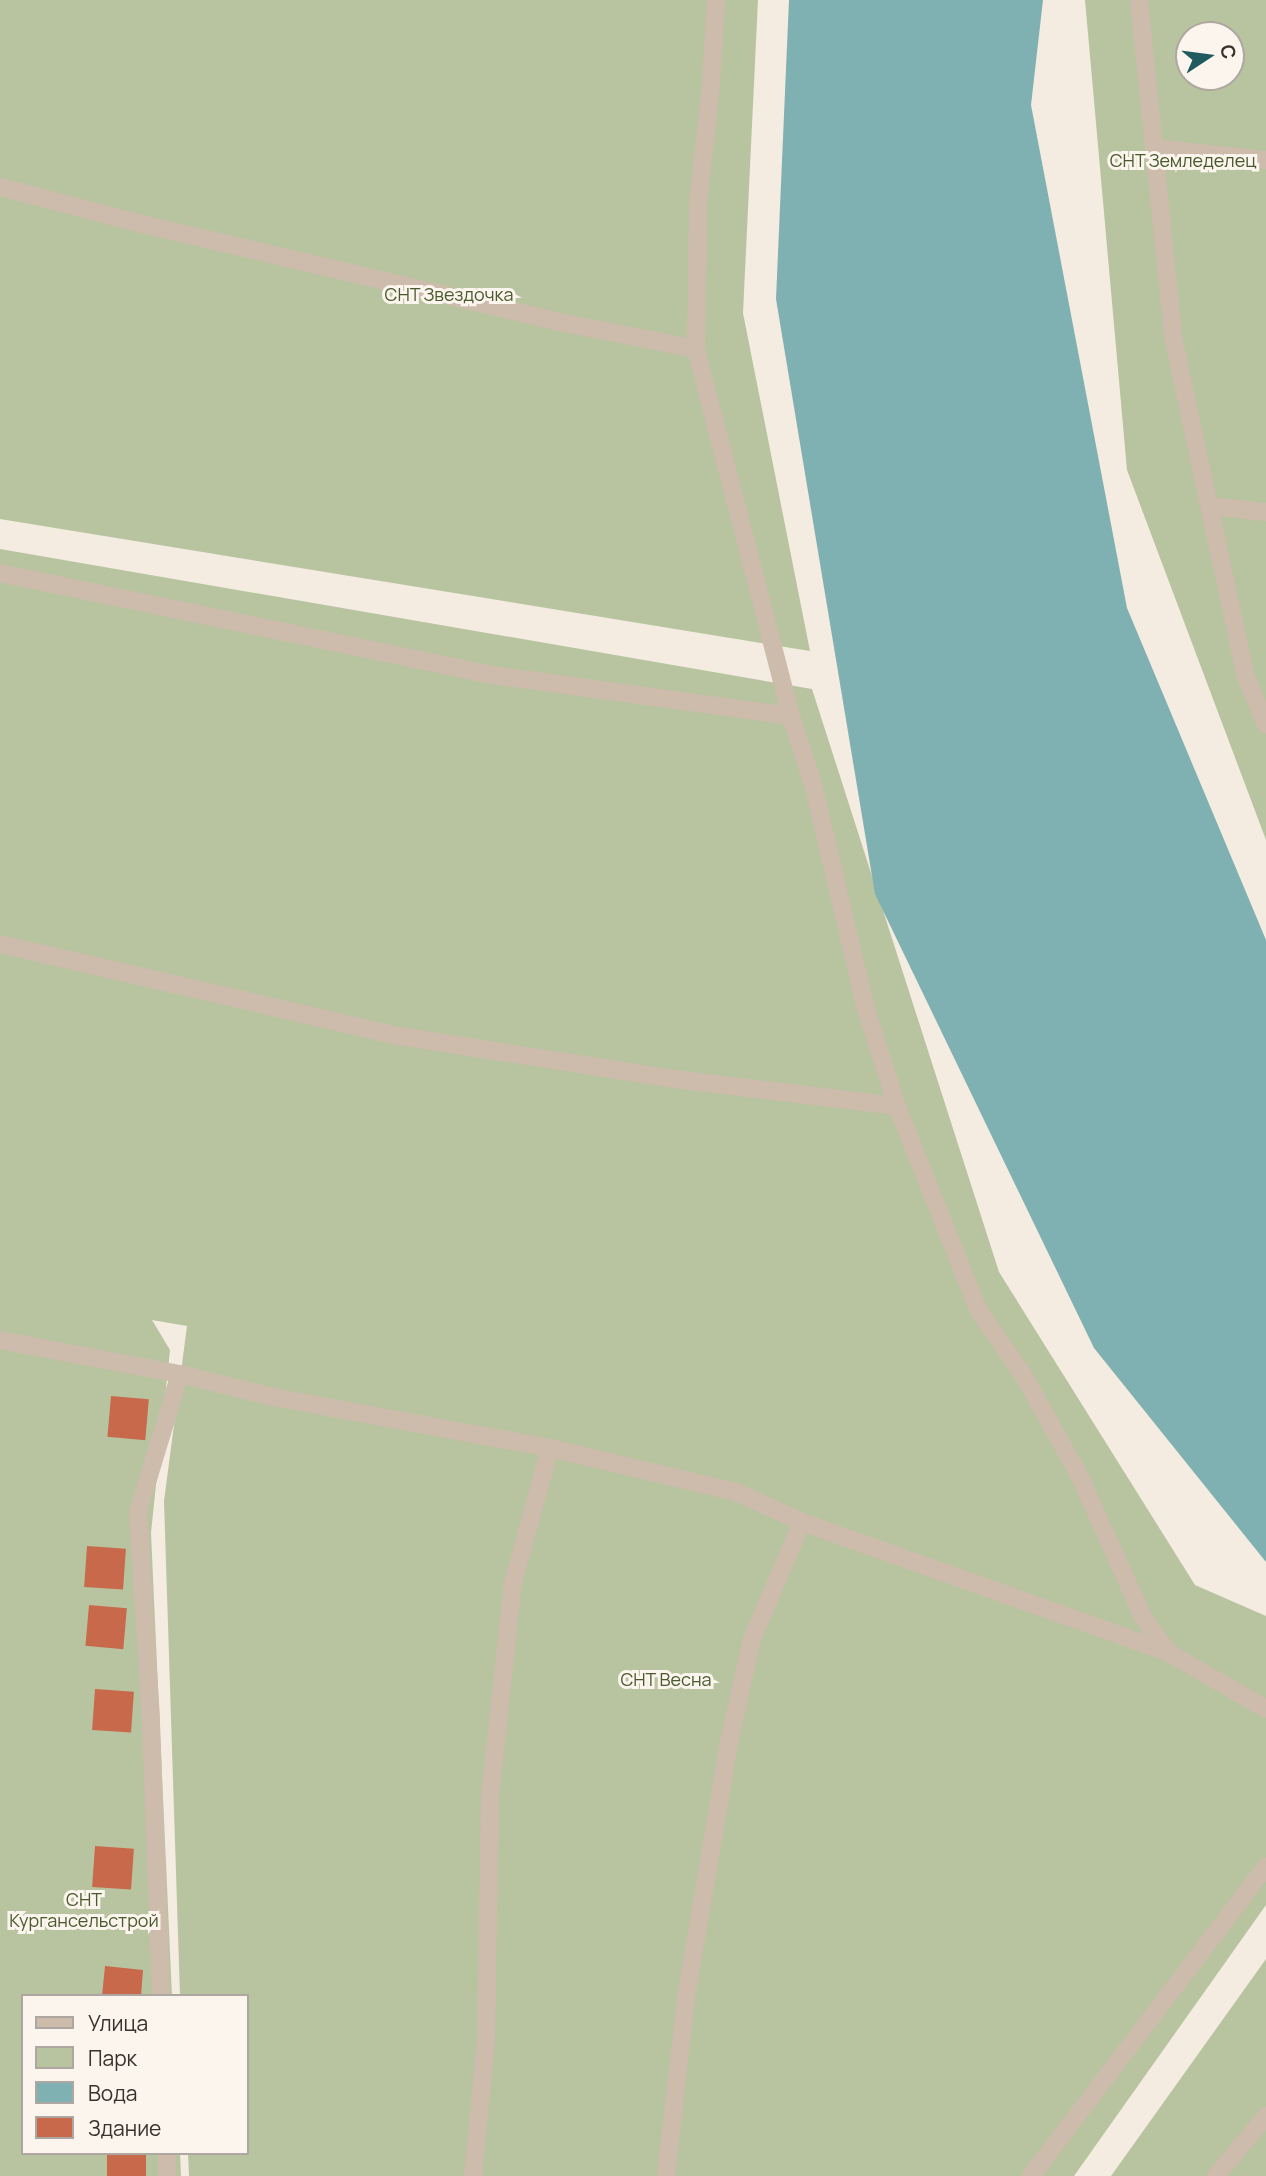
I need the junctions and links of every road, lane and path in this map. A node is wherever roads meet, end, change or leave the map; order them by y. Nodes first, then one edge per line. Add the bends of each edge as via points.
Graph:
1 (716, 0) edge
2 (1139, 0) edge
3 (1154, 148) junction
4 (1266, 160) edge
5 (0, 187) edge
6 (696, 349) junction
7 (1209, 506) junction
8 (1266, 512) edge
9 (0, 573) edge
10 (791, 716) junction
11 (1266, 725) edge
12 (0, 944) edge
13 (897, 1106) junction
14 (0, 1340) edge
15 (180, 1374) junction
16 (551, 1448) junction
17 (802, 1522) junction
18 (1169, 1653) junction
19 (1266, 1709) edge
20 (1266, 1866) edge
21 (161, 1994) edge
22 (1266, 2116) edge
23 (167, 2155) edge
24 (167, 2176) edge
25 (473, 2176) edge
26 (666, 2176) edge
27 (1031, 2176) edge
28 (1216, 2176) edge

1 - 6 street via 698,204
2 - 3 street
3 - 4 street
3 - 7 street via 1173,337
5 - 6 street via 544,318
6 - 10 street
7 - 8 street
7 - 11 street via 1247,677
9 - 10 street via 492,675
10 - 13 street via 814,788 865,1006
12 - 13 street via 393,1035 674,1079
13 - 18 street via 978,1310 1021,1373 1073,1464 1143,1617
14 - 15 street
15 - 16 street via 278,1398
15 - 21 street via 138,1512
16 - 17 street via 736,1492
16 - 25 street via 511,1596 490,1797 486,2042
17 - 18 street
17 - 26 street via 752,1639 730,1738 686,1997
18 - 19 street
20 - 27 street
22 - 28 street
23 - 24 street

◆ ◆ ◆ ◆ ◆ ◆ ◆

▶ [WORK REQUEST]
Word for word, return the material above, but drop the pictures.

▶ [SOLUTION TO THE PROBLEM]
I need the junctions and links of every road, lane and path in this map. A node is wherever roads meet, end, change or leave the map; order them by y. Nodes first, then one edge per line. Add the bends of each edge as via points.
Graph:
1 (716, 0) edge
2 (1139, 0) edge
3 (1154, 148) junction
4 (1266, 160) edge
5 (0, 187) edge
6 (696, 349) junction
7 (1209, 506) junction
8 (1266, 512) edge
9 (0, 573) edge
10 (791, 716) junction
11 (1266, 725) edge
12 (0, 944) edge
13 (897, 1106) junction
14 (0, 1340) edge
15 (180, 1374) junction
16 (551, 1448) junction
17 (802, 1522) junction
18 (1169, 1653) junction
19 (1266, 1709) edge
20 (1266, 1866) edge
21 (161, 1994) edge
22 (1266, 2116) edge
23 (167, 2155) edge
24 (167, 2176) edge
25 (473, 2176) edge
26 (666, 2176) edge
27 (1031, 2176) edge
28 (1216, 2176) edge

1 - 6 street via 698,204
2 - 3 street
3 - 4 street
3 - 7 street via 1173,337
5 - 6 street via 544,318
6 - 10 street
7 - 8 street
7 - 11 street via 1247,677
9 - 10 street via 492,675
10 - 13 street via 814,788 865,1006
12 - 13 street via 393,1035 674,1079
13 - 18 street via 978,1310 1021,1373 1073,1464 1143,1617
14 - 15 street
15 - 16 street via 278,1398
15 - 21 street via 138,1512
16 - 17 street via 736,1492
16 - 25 street via 511,1596 490,1797 486,2042
17 - 18 street
17 - 26 street via 752,1639 730,1738 686,1997
18 - 19 street
20 - 27 street
22 - 28 street
23 - 24 street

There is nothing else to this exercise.